**Data provided:**
-------------------------

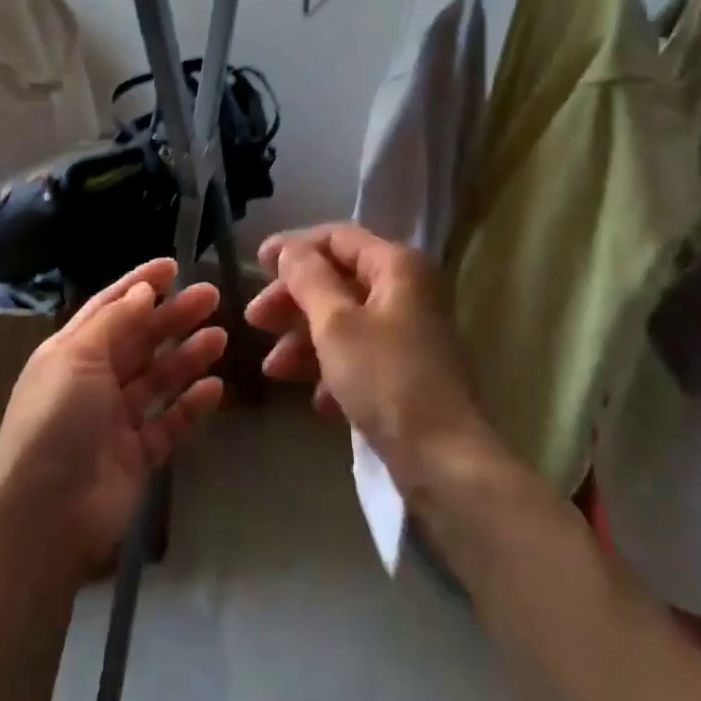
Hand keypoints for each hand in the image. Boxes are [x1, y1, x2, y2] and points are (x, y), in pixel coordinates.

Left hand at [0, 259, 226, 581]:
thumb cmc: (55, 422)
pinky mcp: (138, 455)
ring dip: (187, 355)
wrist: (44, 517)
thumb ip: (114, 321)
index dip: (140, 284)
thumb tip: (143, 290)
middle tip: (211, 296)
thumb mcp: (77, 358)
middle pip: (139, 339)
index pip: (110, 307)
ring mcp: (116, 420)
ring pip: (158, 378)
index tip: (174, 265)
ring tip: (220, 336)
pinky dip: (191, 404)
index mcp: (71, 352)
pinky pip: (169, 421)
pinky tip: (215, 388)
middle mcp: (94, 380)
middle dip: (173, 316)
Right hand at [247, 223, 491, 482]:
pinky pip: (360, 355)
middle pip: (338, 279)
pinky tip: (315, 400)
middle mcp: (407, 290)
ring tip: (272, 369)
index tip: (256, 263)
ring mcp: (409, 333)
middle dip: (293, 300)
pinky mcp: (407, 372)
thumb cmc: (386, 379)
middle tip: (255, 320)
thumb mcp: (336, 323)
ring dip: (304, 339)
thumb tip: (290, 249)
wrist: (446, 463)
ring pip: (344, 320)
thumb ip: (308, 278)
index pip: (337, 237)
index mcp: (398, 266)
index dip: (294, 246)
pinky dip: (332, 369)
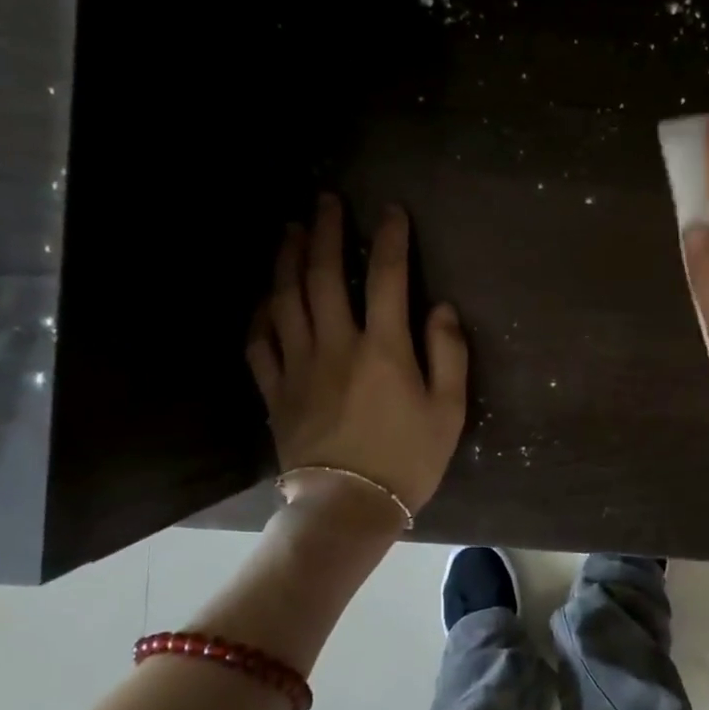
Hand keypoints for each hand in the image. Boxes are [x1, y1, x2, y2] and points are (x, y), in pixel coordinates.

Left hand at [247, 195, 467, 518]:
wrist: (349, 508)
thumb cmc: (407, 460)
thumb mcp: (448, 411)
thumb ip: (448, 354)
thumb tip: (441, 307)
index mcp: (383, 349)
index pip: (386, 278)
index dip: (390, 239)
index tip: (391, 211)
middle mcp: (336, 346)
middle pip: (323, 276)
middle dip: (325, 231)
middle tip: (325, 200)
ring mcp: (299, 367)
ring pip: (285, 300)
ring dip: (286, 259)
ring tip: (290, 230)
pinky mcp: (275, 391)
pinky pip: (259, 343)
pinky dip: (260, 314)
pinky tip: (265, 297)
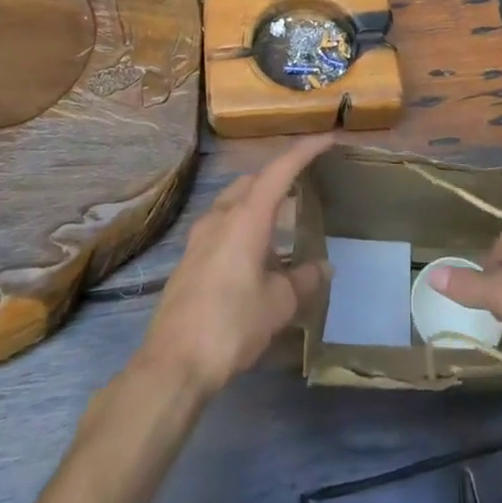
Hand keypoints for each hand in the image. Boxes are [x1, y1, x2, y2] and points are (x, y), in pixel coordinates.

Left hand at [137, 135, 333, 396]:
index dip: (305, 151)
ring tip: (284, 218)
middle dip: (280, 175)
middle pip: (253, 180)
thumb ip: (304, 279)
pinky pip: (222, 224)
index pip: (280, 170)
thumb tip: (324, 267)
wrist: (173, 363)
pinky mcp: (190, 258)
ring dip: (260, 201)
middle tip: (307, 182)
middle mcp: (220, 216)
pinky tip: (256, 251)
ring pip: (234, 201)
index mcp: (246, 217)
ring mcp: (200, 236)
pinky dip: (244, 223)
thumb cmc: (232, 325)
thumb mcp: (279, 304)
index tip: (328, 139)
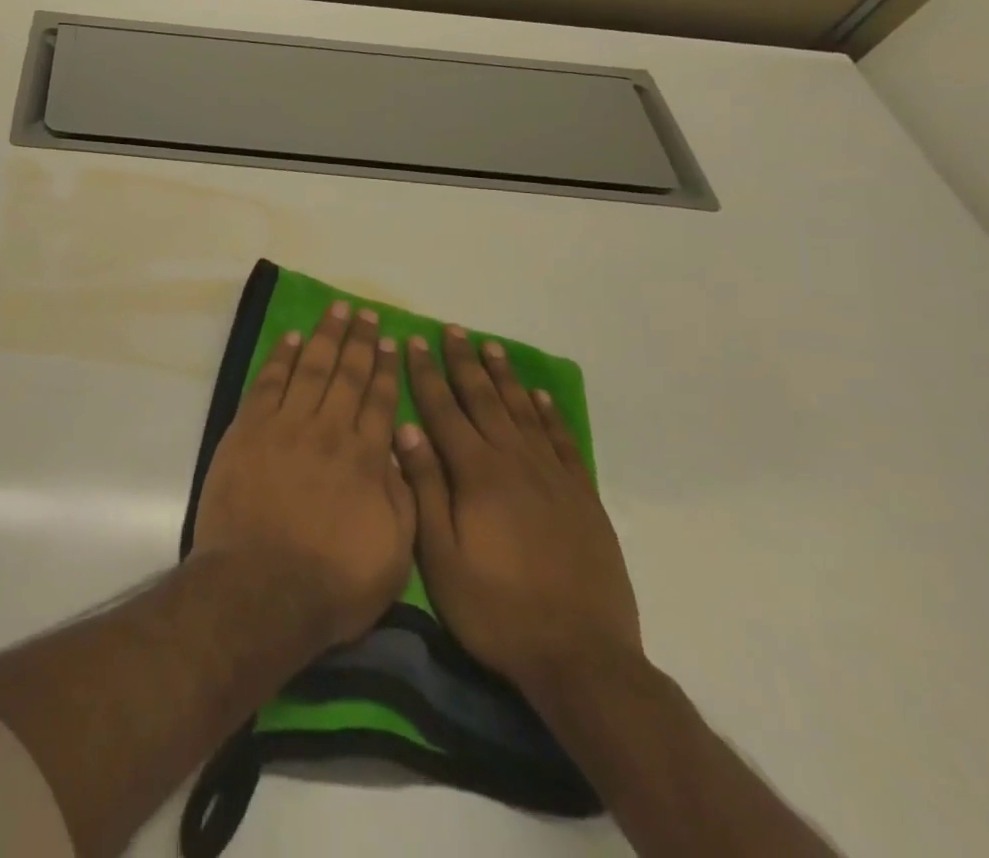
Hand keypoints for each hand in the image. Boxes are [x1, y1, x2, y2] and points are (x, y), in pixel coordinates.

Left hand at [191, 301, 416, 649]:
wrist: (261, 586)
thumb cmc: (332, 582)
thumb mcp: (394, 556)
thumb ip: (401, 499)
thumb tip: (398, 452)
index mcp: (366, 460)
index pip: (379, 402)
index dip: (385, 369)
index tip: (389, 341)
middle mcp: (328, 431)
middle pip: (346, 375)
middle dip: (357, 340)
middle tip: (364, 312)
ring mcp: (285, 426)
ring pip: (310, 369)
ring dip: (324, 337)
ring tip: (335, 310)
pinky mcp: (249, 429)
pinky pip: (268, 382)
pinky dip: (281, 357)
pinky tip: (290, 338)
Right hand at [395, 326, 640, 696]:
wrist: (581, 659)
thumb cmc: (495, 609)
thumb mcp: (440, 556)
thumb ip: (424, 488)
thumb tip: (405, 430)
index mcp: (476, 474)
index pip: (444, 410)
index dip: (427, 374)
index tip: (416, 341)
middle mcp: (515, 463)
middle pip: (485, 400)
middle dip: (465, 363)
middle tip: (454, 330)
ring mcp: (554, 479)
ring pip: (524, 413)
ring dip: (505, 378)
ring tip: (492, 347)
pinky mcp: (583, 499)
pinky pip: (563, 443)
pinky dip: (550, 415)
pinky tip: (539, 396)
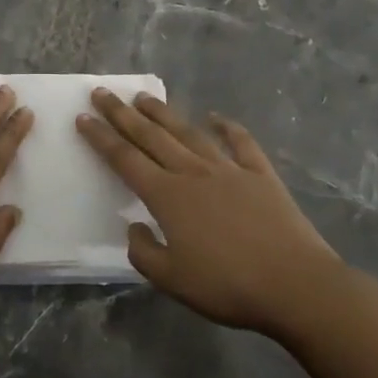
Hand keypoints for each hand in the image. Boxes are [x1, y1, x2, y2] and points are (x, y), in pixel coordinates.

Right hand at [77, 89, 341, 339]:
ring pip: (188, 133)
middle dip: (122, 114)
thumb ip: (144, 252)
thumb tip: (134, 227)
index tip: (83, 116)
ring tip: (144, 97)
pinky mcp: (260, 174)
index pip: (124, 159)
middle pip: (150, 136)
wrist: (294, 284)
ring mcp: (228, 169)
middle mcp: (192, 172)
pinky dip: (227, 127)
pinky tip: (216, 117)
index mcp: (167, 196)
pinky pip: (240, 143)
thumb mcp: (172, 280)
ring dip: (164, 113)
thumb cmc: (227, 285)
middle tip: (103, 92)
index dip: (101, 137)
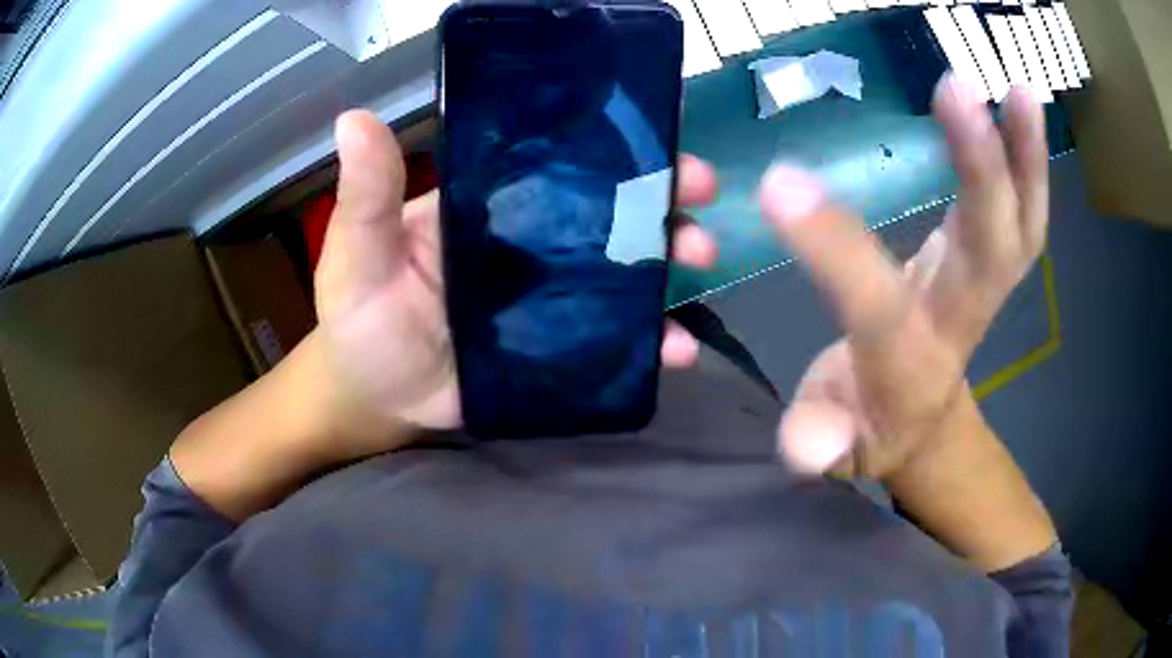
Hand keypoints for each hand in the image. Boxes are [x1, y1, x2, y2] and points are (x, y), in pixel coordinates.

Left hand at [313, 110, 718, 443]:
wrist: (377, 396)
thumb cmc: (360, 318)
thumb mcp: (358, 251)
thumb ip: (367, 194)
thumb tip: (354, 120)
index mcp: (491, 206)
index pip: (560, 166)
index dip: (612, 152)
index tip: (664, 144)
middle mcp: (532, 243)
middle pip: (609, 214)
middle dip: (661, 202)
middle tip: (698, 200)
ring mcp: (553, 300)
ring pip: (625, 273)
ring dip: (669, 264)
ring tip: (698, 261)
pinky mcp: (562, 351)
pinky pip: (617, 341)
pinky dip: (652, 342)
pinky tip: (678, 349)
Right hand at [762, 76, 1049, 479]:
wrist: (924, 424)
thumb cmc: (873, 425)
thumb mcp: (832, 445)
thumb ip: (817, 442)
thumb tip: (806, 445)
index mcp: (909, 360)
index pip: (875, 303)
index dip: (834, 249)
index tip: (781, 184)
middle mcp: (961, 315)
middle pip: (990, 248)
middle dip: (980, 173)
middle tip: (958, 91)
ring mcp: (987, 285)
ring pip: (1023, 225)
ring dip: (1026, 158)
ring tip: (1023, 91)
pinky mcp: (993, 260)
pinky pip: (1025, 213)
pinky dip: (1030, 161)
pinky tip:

-------------------------

**Assignment:**
All that should appear in the answer is the lines above from the line with "pinky pip: (222, 224)" through the line with "middle dip: (465, 363)", retyped exactly, pictures left out.

**Task solution:**
pinky pip: (222, 224)
index pip: (280, 170)
thumb tip: (324, 267)
wrist: (173, 363)
pinky mcp: (190, 258)
ring dip: (260, 201)
middle tip: (307, 182)
middle mcp: (220, 216)
pinky tip: (256, 251)
ring pip: (234, 201)
index mcp: (246, 217)
ring mcp: (200, 236)
pinky dip: (244, 223)
thumb cmc: (232, 325)
thumb mcp: (279, 304)
index tip: (328, 139)
Hand keypoints for each hand in the image. Boxes are [x1, y1, x2, y2] and points are (x, y), in pixel coordinates.

Left hand at [191, 301, 416, 649]:
wrist: (261, 586)
thumb cmc: (332, 582)
thumb mcp: (394, 556)
thumb ip: (401, 499)
thumb tip: (398, 452)
index mcp: (366, 460)
index pip: (379, 402)
index dip: (385, 369)
index tip: (389, 341)
middle mcp: (328, 431)
middle pip: (346, 375)
middle dip: (357, 340)
middle tip: (364, 312)
ring mcp: (285, 426)
ring pip: (310, 369)
ring dip: (324, 337)
ring tip: (335, 310)
pinky mcp: (249, 429)
pinky pip: (268, 382)
pinky dip: (281, 357)
pinky tip: (290, 338)
Right hand at [395, 326, 640, 696]:
wrist: (581, 659)
thumb cmc: (495, 609)
thumb mcp: (440, 556)
thumb ip: (424, 488)
thumb tip: (405, 430)
index mcp: (476, 474)
index pip: (444, 410)
index dip: (427, 374)
index tip: (416, 341)
middle mcp: (515, 463)
middle pip: (485, 400)
middle dip: (465, 363)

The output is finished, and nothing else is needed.